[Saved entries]

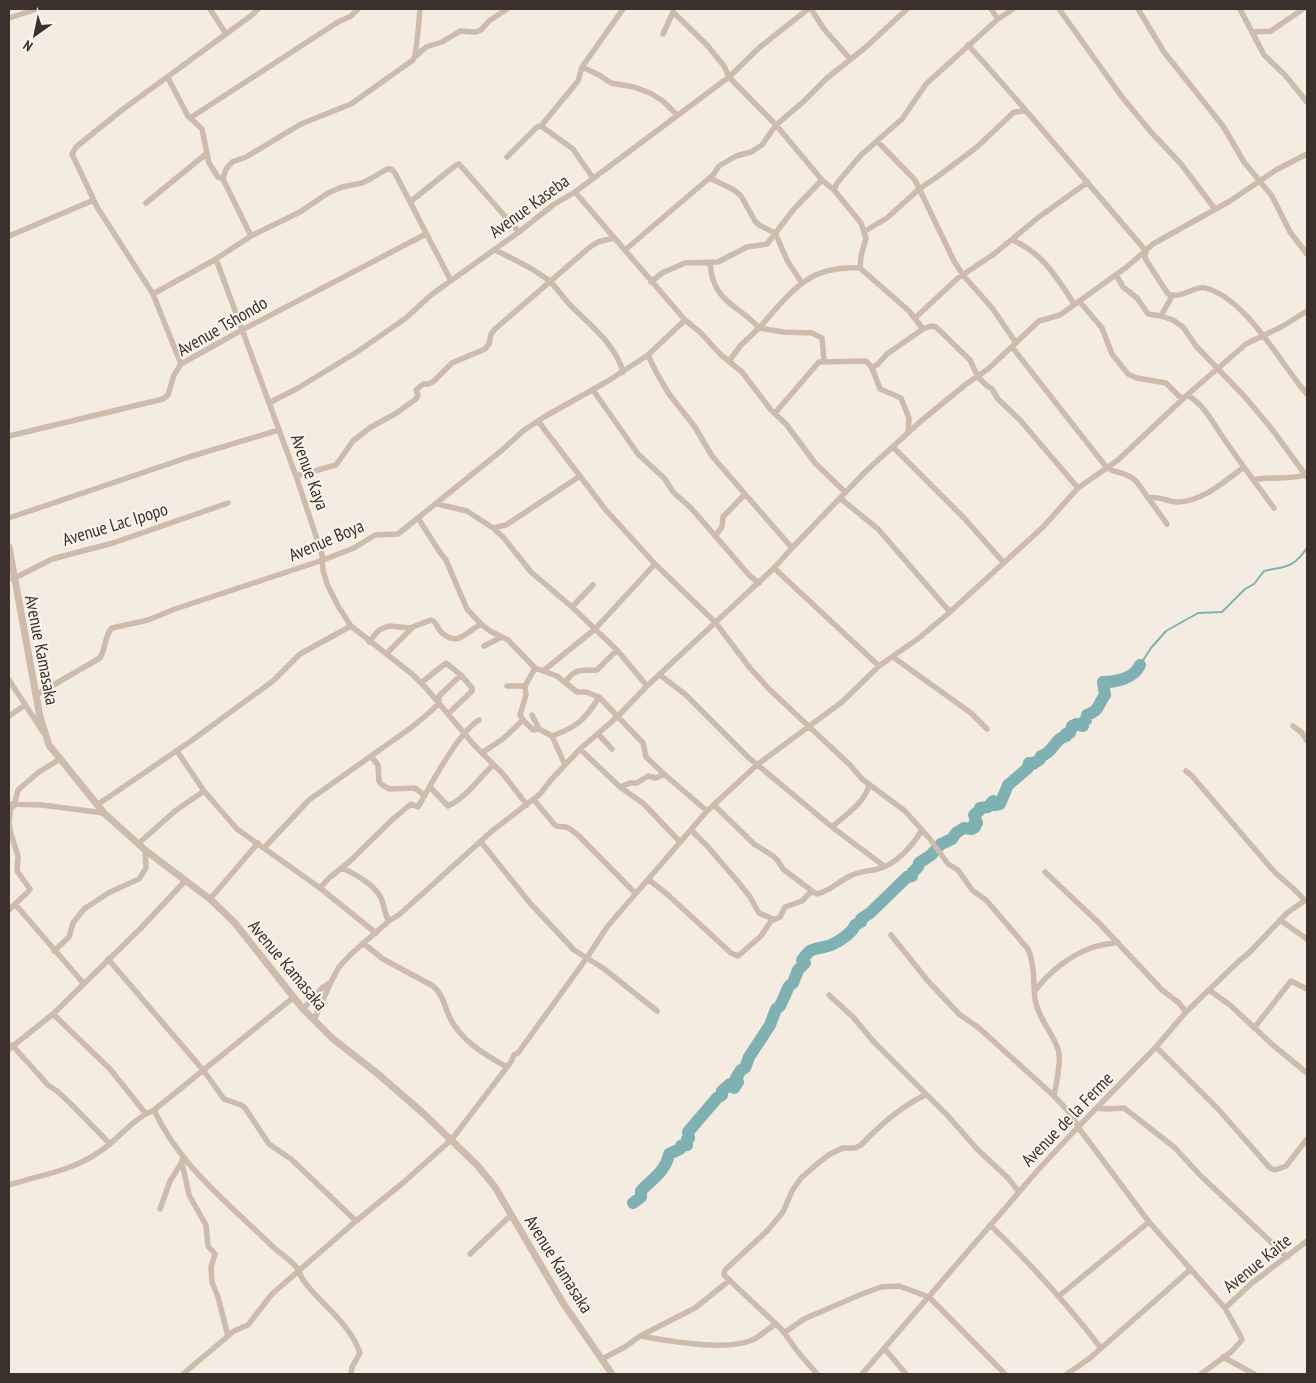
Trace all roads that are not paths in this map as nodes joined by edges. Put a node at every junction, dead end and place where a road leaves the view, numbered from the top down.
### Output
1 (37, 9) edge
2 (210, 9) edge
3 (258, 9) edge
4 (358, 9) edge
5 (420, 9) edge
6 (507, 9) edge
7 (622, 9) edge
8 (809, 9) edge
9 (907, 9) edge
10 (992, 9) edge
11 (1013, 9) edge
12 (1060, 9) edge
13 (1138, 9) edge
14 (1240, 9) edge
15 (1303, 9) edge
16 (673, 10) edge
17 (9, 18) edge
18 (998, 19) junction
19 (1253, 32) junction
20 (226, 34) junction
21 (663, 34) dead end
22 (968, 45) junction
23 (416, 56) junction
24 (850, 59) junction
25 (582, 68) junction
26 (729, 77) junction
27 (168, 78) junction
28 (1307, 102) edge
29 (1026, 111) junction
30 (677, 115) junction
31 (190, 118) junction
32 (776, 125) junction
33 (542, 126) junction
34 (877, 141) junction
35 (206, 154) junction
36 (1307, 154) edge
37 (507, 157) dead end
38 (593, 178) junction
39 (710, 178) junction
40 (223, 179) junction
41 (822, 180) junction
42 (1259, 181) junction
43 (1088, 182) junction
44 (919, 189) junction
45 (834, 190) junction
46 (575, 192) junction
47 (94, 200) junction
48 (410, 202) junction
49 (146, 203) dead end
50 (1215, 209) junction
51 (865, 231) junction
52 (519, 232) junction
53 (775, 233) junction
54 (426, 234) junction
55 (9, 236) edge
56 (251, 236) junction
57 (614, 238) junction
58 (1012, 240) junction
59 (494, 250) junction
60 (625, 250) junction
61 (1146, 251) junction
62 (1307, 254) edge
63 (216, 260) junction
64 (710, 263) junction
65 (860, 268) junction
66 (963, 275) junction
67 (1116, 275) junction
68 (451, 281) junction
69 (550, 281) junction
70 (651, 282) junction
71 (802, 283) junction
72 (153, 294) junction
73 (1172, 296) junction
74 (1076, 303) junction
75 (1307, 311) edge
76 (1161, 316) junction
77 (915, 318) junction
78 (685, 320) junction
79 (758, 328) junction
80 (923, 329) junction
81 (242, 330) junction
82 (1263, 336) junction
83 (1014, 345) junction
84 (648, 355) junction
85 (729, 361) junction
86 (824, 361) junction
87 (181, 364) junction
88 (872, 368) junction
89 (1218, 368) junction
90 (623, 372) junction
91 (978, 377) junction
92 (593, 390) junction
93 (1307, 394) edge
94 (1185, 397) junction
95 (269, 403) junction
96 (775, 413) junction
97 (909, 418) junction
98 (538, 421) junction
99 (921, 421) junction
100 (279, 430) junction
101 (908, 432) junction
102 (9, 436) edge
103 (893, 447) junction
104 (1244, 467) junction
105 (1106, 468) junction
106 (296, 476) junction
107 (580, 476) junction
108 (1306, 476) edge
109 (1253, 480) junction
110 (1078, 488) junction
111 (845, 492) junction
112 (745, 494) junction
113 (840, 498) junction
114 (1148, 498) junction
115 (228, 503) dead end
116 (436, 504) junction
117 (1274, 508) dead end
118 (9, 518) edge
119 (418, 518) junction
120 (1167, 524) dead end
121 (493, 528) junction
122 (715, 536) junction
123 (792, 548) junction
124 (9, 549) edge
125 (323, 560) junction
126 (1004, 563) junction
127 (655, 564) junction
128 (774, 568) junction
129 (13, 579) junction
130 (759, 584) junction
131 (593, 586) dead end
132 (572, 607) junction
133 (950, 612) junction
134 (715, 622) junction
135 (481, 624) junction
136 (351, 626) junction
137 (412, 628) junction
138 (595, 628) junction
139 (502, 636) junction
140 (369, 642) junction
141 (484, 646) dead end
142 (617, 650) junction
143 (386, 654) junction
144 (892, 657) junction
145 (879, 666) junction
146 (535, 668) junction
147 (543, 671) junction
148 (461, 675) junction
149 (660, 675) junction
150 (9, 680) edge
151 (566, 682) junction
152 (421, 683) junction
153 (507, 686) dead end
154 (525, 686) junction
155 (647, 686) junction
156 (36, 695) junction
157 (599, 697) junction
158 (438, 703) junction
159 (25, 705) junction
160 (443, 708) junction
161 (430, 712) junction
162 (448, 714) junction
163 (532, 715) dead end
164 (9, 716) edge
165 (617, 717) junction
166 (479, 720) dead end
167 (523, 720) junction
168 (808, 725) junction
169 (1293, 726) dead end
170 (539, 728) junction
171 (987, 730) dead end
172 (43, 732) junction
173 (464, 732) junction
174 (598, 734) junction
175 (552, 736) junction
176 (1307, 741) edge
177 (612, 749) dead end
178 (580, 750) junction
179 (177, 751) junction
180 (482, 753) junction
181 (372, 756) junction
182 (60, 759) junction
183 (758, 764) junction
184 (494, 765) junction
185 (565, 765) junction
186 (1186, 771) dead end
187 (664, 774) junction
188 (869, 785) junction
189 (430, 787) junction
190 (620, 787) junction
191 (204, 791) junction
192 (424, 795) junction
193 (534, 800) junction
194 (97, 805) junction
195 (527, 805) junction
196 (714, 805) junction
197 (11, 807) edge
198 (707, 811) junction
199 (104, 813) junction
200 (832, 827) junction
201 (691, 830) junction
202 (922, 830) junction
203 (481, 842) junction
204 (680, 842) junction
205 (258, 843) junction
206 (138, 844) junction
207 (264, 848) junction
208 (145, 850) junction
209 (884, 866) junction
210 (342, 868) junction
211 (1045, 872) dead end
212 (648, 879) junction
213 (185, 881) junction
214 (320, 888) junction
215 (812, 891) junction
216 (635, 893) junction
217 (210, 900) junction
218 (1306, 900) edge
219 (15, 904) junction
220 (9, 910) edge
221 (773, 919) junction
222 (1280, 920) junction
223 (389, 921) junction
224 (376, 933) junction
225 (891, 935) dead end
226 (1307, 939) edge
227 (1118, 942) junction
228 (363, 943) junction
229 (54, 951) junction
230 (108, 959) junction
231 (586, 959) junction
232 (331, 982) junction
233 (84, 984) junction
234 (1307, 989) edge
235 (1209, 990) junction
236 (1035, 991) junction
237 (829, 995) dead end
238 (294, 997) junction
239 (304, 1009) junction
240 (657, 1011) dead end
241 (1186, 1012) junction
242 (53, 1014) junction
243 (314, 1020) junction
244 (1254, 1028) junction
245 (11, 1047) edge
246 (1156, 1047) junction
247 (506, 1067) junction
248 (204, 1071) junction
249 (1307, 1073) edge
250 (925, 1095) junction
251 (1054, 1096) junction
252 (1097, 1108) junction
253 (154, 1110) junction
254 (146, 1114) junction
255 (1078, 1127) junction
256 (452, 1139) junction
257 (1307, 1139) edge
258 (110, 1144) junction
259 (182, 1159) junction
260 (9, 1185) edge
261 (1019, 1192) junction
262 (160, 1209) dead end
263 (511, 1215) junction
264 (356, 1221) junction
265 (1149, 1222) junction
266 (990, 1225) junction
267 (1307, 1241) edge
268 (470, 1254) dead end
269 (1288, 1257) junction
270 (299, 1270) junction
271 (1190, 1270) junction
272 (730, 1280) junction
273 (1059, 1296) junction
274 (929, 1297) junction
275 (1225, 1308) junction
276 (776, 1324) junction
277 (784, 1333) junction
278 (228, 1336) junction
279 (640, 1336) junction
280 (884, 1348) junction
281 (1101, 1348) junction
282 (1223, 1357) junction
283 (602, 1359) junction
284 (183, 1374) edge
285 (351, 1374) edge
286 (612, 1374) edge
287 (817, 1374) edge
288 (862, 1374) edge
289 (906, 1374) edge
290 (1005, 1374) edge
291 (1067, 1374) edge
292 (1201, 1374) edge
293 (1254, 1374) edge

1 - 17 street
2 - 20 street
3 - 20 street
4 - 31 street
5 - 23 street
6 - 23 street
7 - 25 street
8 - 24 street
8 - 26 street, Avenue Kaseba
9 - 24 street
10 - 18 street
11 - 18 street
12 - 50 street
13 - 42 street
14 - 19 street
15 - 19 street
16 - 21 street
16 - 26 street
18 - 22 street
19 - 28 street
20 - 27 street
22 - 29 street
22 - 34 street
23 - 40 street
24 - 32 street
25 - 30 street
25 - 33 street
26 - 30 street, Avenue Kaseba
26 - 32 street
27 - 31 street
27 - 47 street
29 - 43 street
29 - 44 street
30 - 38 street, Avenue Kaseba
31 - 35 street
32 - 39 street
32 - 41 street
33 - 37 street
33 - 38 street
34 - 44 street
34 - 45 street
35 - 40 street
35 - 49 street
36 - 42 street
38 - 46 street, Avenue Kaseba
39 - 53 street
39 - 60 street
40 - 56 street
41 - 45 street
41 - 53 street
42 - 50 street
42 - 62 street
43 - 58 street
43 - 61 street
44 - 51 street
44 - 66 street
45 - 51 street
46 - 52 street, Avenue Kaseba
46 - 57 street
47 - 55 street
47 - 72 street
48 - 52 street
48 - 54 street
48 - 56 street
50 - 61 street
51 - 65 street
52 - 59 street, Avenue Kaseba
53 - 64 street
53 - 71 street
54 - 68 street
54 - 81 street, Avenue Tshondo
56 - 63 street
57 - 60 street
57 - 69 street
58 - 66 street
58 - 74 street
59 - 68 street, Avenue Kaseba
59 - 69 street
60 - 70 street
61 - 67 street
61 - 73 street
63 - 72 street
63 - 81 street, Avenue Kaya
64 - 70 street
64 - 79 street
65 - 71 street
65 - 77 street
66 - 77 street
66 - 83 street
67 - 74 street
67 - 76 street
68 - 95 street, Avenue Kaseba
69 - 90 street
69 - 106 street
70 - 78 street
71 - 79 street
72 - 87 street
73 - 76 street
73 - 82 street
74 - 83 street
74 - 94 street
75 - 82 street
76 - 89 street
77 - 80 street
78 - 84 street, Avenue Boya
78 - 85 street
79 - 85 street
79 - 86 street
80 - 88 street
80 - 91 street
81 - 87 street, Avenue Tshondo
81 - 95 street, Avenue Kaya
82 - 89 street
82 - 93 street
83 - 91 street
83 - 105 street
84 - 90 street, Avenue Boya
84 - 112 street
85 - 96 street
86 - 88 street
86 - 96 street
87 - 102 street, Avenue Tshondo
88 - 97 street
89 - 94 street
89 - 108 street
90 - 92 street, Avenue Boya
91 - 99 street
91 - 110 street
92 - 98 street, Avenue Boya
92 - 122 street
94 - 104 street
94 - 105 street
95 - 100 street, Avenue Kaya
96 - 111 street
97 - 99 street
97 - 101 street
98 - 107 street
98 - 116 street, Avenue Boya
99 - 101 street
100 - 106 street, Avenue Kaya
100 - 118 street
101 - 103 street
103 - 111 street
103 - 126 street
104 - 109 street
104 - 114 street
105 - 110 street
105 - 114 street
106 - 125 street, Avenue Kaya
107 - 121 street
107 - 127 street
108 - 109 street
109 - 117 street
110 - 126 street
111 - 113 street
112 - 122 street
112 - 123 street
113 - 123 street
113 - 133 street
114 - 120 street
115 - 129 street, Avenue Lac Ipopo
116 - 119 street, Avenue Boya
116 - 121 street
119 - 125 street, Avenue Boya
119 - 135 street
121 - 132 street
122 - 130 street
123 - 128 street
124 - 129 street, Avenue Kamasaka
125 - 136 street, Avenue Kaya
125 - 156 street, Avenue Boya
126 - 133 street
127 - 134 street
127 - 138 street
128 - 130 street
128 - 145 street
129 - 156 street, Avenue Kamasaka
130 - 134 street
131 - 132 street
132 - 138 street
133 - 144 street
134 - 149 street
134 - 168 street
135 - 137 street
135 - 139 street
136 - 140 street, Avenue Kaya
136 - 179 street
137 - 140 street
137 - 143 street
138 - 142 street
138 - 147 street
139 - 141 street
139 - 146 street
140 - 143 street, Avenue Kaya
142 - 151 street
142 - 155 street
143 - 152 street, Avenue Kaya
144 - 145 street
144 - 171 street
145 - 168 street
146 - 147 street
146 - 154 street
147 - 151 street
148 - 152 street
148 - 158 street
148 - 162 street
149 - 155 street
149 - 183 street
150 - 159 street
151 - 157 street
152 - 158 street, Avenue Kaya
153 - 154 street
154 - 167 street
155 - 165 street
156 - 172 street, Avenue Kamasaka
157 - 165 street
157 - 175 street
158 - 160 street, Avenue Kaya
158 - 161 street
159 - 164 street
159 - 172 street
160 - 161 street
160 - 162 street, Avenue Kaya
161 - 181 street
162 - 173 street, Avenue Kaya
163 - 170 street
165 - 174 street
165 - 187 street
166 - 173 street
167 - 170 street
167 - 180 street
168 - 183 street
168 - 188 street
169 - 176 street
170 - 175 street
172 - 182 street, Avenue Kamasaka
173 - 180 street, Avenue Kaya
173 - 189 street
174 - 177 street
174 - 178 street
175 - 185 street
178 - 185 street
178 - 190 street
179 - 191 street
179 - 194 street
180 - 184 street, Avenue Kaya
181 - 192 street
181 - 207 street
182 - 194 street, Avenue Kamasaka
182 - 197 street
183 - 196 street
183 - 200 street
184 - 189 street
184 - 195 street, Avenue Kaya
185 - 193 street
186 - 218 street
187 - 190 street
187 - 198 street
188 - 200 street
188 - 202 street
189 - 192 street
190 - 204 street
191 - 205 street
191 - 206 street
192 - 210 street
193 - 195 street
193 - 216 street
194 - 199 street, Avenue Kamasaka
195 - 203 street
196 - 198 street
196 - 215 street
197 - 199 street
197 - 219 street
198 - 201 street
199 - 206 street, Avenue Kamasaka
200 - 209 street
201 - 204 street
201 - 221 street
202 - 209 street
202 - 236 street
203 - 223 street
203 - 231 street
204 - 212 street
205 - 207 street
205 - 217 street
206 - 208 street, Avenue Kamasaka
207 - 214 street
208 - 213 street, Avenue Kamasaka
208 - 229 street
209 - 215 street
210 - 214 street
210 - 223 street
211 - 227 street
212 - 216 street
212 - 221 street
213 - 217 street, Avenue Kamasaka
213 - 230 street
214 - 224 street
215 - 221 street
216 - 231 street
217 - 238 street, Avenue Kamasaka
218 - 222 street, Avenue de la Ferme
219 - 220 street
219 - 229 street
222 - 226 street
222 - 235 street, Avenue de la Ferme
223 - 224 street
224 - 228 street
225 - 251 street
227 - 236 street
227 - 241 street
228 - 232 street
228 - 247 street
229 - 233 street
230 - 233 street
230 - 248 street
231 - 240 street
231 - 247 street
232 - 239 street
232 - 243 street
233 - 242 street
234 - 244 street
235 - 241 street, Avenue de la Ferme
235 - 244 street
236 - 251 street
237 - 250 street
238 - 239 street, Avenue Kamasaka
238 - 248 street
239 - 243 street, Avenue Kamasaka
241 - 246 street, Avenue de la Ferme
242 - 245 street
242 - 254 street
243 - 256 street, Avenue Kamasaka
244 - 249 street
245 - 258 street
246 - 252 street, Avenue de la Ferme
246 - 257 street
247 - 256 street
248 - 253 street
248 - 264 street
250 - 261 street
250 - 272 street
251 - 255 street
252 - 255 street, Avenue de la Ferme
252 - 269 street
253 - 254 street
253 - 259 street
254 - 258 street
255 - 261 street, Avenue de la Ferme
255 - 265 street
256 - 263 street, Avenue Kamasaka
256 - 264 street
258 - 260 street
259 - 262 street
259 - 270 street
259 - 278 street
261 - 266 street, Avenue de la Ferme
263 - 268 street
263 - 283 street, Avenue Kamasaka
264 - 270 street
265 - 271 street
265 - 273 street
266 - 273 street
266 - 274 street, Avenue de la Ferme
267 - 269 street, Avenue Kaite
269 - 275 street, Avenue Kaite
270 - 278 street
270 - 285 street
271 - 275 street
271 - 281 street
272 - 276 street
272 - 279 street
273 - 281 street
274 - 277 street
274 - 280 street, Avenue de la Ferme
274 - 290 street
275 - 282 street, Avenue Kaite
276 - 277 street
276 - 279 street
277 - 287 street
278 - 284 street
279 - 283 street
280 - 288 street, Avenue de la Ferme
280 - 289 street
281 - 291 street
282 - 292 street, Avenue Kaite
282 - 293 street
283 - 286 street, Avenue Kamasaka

• [ACTIVITY]: Copy every line where the word "Tshondo" is present in the entries above.

• [COMPLETED EXERCISE]:
54 - 81 street, Avenue Tshondo
81 - 87 street, Avenue Tshondo
87 - 102 street, Avenue Tshondo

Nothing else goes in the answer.